Bem, seguimos na música: aqui, quem toca a guitarra solo, é John, e ela aparece com destaque, na introdução, no solo, e na finalização. George fica no ritmo, mas há controvérsias quanto a essa inversão de papéis, Paul no baixo e Ringo na bateria (além do ton-don). Paul também toca os baixos de piano, juntamente, na mesma faixa com os ton-don's do Ringo nos tímpanos no refrão. O vocal principal parece-me de John, mas os registros dizem que ele e Paul cantaram juntos! Paul, com certeza, pega a harmonia aguda no refrão. 
 
A canção é mais de Paul que de John, ele se lembra de tê-la esquadrinhado na casa da namorada Jane Asher, onde morava, junto com os pais dela... ai esse Paul... querendo economizar uns trocados. Provavelmente ele e John a terminaram em Atlantic City, num intervalo da tempoda de shows nos Estados Unidos. Paul preza muito as 'things she does for him' do refrão. E como ele, bem como seus colegas de banda, não eram lá muito fiéis com suas parceiras, ele admite: "Yes I know I'm a lucky guy!" Muito sortudo! Essa satisfação vem expressa em dois pares de versos, entremeados pelo refrão. No primeiro par, além da sorte declarada de tê-la aguardando sua volta, ele se lembra de quando era só, sem ela. Depois do 1º refrão, a felicidade de estar com ela e a declaração de amor eterno ("I will love her forever")! Depois do 2º refrão, vem a seção solo, na guitarra, com os mesmos acordes, reprisando a melodia no início e variando na parte final. Finaliza com mais um refrão e a entonação do título duas vezes em fade-out, sumindo no horizonte... 
 
Every Little Thing veio ao mundo na 3ª sessão de gravação para Beatles For Sale, em 29 de setembro de 1964 em quatro takesmas só terminou com mais cinco no na sessão do dia seguinte. Em principio, e para sempre em discussão, era John quem pilotava a guitarra solo, George na guitarra rítmica, com Paul no baixo, Ringo na bateria e os vocalistas cantando ao vivo. Os notáveis e inesquecíveis tímpanos vieram nos overdubs sobre o Take 9, juntamente com passagens da guitarra solo de John e o piano de Paul que se ouve na parte final dos versos, onde ele também acrescentou duas passagens de seu baixo. 

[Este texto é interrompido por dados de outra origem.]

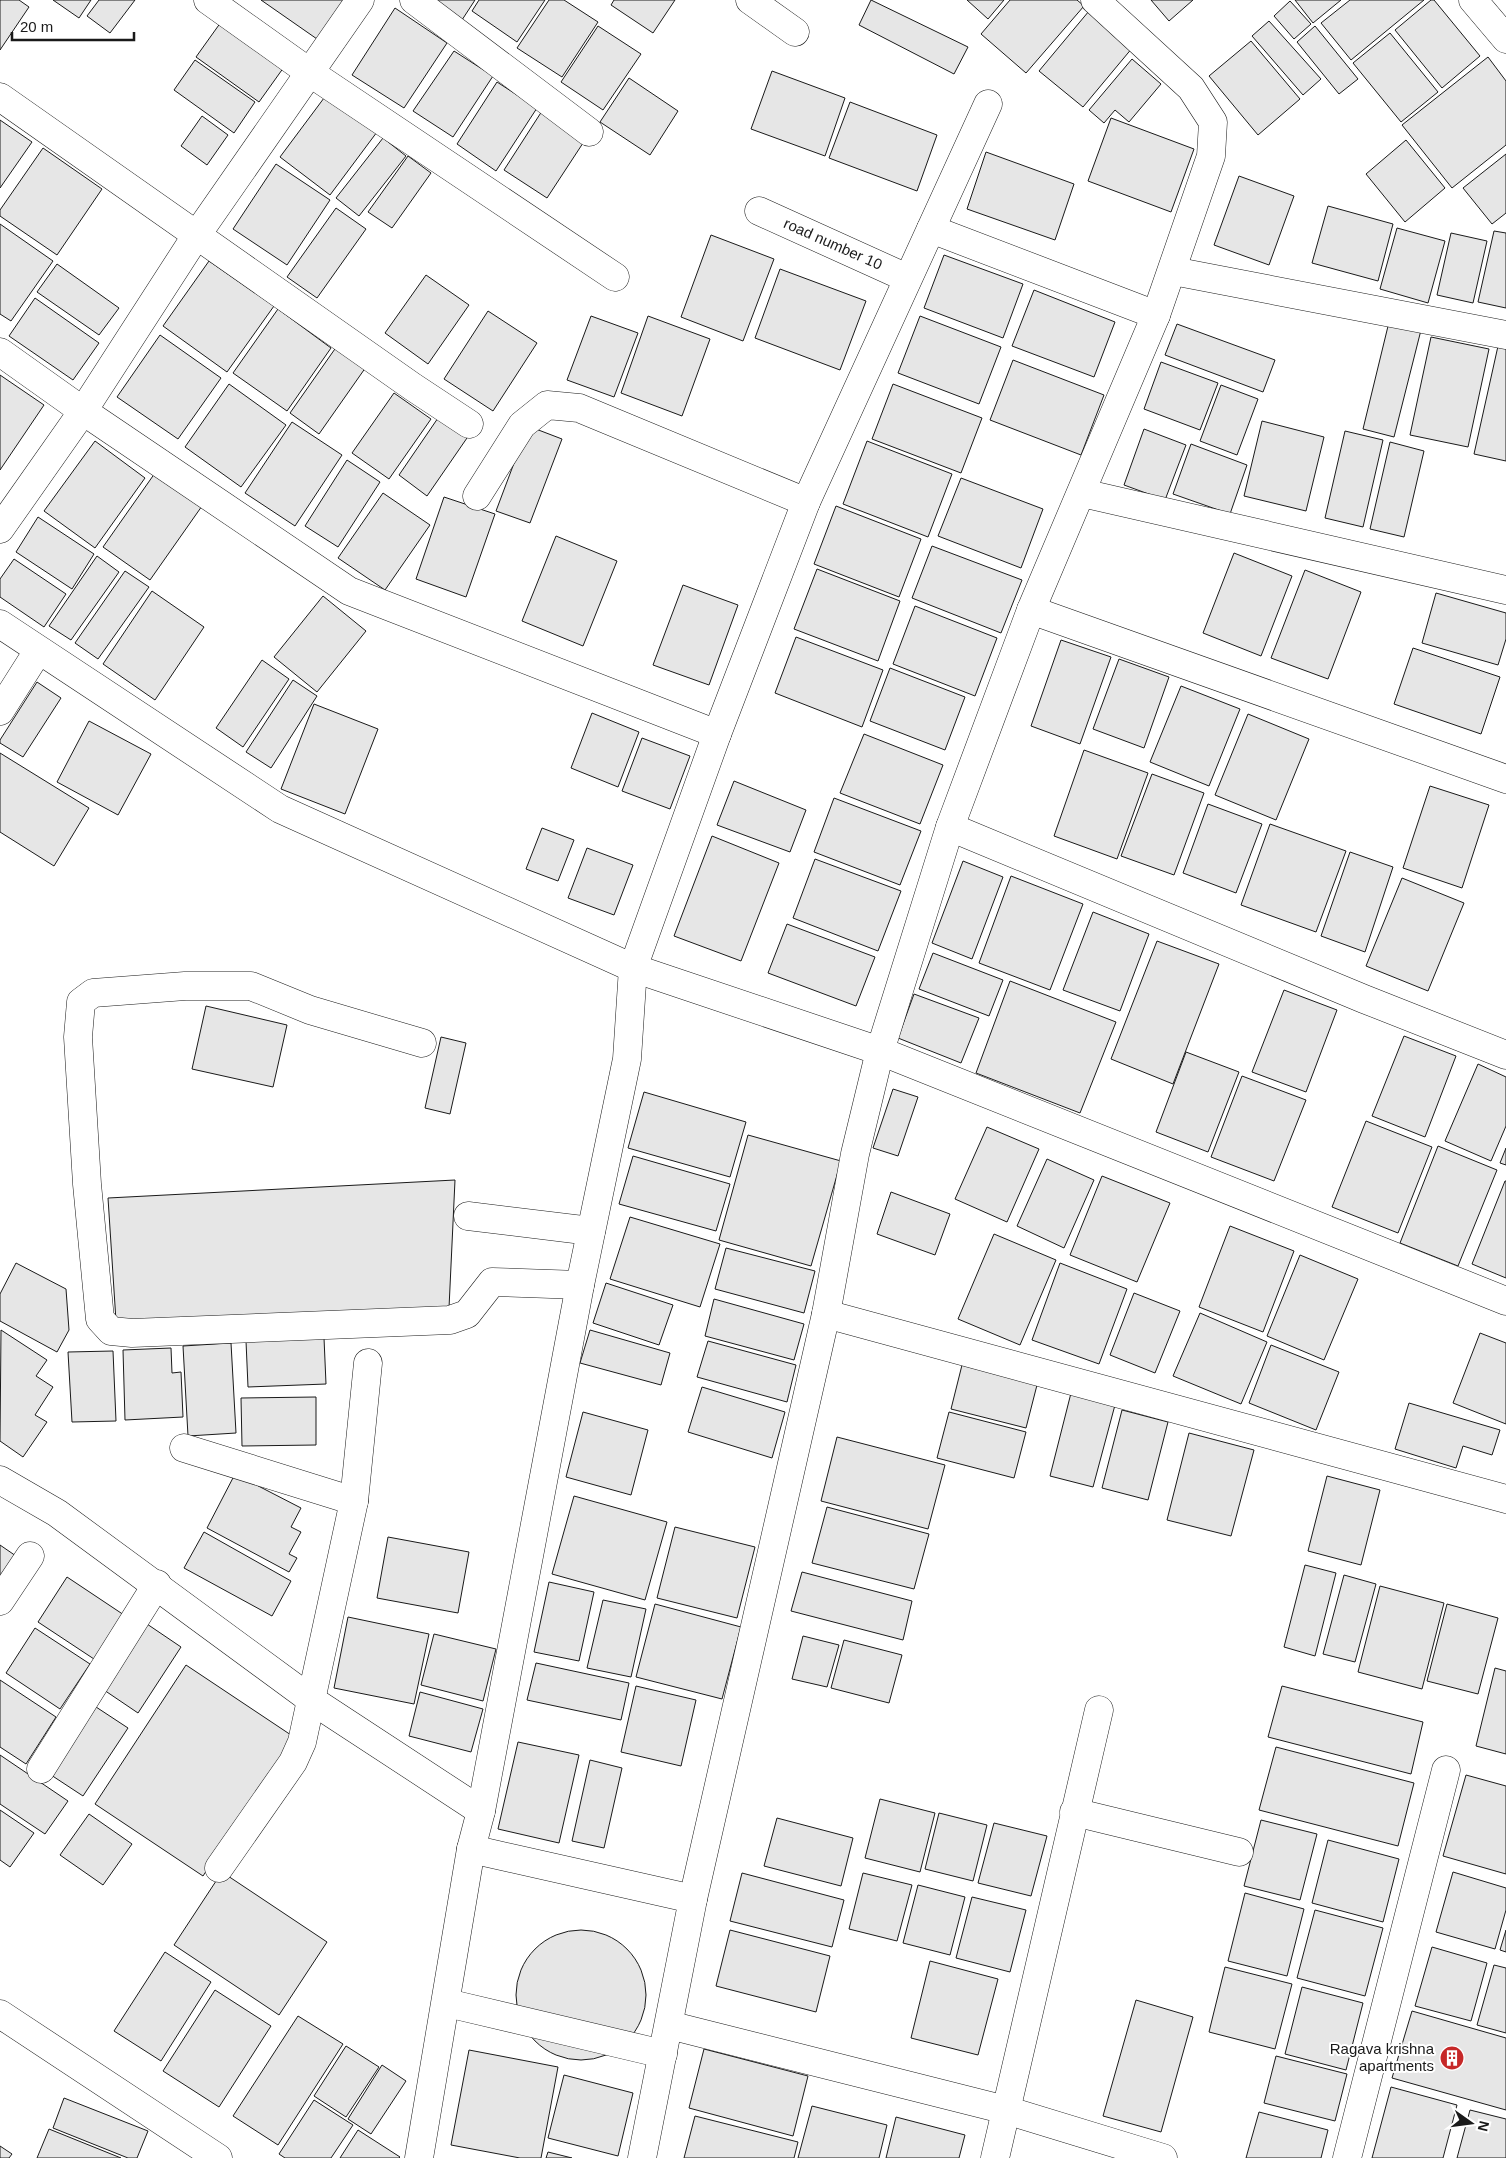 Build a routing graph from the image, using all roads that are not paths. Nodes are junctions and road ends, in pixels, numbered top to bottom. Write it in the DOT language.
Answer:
graph roads {
  1 [pos="208,0"];
  2 [pos="360,0"];
  3 [pos="414,0"];
  4 [pos="750,0"];
  5 [pos="1095,0"];
  6 [pos="1472,0"];
  7 [pos="795,32"];
  8 [pos="1506,39"];
  9 [pos="309,72"];
  10 [pos="0,97"];
  11 [pos="988,104"];
  12 [pos="589,132"];
  13 [pos="759,211"];
  14 [pos="931,229"];
  15 [pos="196,236"];
  16 [pos="1173,271"];
  17 [pos="615,277"];
  18 [pos="907,278"];
  19 [pos="1156,315"];
  20 [pos="1506,335"];
  21 [pos="0,352"];
  22 [pos="83,411"];
  23 [pos="469,424"];
  24 [pos="1082,493"];
  25 [pos="477,496"];
  26 [pos="806,502"];
  27 [pos="0,529"];
  28 [pos="1506,590"];
  29 [pos="1031,610"];
  30 [pos="0,624"];
  31 [pos="38,651"];
  32 [pos="0,711"];
  33 [pos="717,734"];
  34 [pos="1506,779"];
  35 [pos="950,827"];
  36 [pos="633,968"];
  37 [pos="422,1043"];
  38 [pos="880,1052"];
  39 [pos="1506,1055"];
  40 [pos="468,1216"];
  41 [pos="592,1231"];
  42 [pos="580,1285"];
  43 [pos="1506,1301"];
  44 [pos="826,1314"];
  45 [pos="368,1363"];
  46 [pos="184,1448"];
  47 [pos="0,1480"];
  48 [pos="1506,1499"];
  49 [pos="354,1502"];
  50 [pos="30,1556"];
  51 [pos="156,1584"];
  52 [pos="0,1601"];
  53 [pos="313,1701"];
  54 [pos="1099,1710"];
  55 [pos="41,1769"];
  56 [pos="1446,1770"];
  57 [pos="481,1811"];
  58 [pos="1074,1812"];
  59 [pos="471,1849"];
  60 [pos="1239,1852"];
  61 [pos="219,1868"];
  62 [pos="693,1900"];
  63 [pos="446,2003"];
  64 [pos="0,2014"];
  65 [pos="669,2025"];
  66 [pos="663,2054"];
  67 [pos="1006,2110"];
  68 [pos="218,2158"];
  69 [pos="419,2158"];
  70 [pos="642,2158"];
  71 [pos="995,2158"];
  72 [pos="1163,2158"];
  73 [pos="1347,2158"];
  1 -- 9 [label="street"];
  2 -- 9 [label="street"];
  3 -- 12 [label="street"];
  4 -- 7 [label="street"];
  5 -- 16 [label="street"];
  6 -- 8 [label="street"];
  9 -- 15 [label="street"];
  9 -- 17 [label="street"];
  10 -- 15 [label="street"];
  11 -- 14 [label="street"];
  13 -- 18 [label="street, road number 10"];
  14 -- 18 [label="street"];
  14 -- 19 [label="street"];
  15 -- 22 [label="street"];
  15 -- 23 [label="street"];
  16 -- 19 [label="street"];
  16 -- 20 [label="street"];
  18 -- 26 [label="street"];
  19 -- 24 [label="street"];
  21 -- 22 [label="street"];
  22 -- 27 [label="street"];
  22 -- 33 [label="street"];
  24 -- 28 [label="street"];
  24 -- 29 [label="street"];
  25 -- 26 [label="street"];
  26 -- 33 [label="street"];
  29 -- 34 [label="street"];
  29 -- 35 [label="street"];
  30 -- 31 [label="street"];
  31 -- 32 [label="street"];
  31 -- 36 [label="street"];
  33 -- 36 [label="street"];
  35 -- 38 [label="street"];
  35 -- 39 [label="street"];
  36 -- 38 [label="street"];
  36 -- 41 [label="street"];
  37 -- 42 [label="street"];
  38 -- 43 [label="street"];
  38 -- 44 [label="street"];
  40 -- 41 [label="street"];
  41 -- 42 [label="street"];
  42 -- 57 [label="street"];
  44 -- 48 [label="street"];
  44 -- 62 [label="street"];
  45 -- 49 [label="street"];
  46 -- 49 [label="street"];
  47 -- 51 [label="street"];
  49 -- 53 [label="street"];
  50 -- 52 [label="street"];
  51 -- 53 [label="street"];
  51 -- 55 [label="street"];
  53 -- 57 [label="street"];
  53 -- 61 [label="street"];
  54 -- 58 [label="street"];
  56 -- 73 [label="street"];
  57 -- 59 [label="street"];
  58 -- 60 [label="street"];
  58 -- 67 [label="street"];
  59 -- 62 [label="street"];
  59 -- 63 [label="street"];
  62 -- 65 [label="street"];
  63 -- 66 [label="street"];
  63 -- 69 [label="street"];
  64 -- 68 [label="street"];
  65 -- 66 [label="street"];
  65 -- 67 [label="street"];
  66 -- 70 [label="street"];
  67 -- 71 [label="street"];
  67 -- 72 [label="street"];
}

12. I Don´t Want to Spoil the Party   (Sadness Miss Song by John Lennon)

John lamenta: 'Embora nesta noite ela tenha me deixado triste, eu ainda a amo. Se eu achá-la, ficarei feliz. Eu ainda a amo. Eu não quero estragar a festa, então vou embora. Eu não quero mostrar a minha decepção'
Esta seria uma canção feita para Ringo cantar, só que não! O estilo country rock era adequado a Ringo, mas a letra acabou ficando muito mais introspectiva, triste, e Ringo tinha o astral mais pro alto e não estava pra ficar lamentando que a garota não veio à festa, ou saiu sem avisar, não se sabe bem! Então, foi John quem a cantou, em lead, com participação em harmonias de George e Paul nos versos e de Paul nos agudos da ponte, dramática, como ocorrera em No Reply

I Don´t Want to Spoil the Party abre com uma bela introdução com o violão de John e a guitarra de George, depois entram Paul no baixo e Ringo na bateria, e a história é contada nos dois primeiros versos e na ponte, depois repetem-se os mesmos dois versos, entremeados por uma seção instrumental e mais uma vez a ponte, e conclui com a repetição da ótima introdução, agora com todos os instrumentos. Na letra, John não quer estragar a festa com sua tristeza por uma garota não estar lá, diz que não há nada pra ele e se pica (“I will disappear”), toma um drinque ou dois, não sabe o que deu errado (“I wonder what went wrong”), diz que não tem sentido continuar ali, e vai embora procurar por ela. A ponte traz o clímax da canção, com o vocal principal bem agudo, com o lamento de sua tristeza e a declaração de ainda a ama “III stiiill looove her”. 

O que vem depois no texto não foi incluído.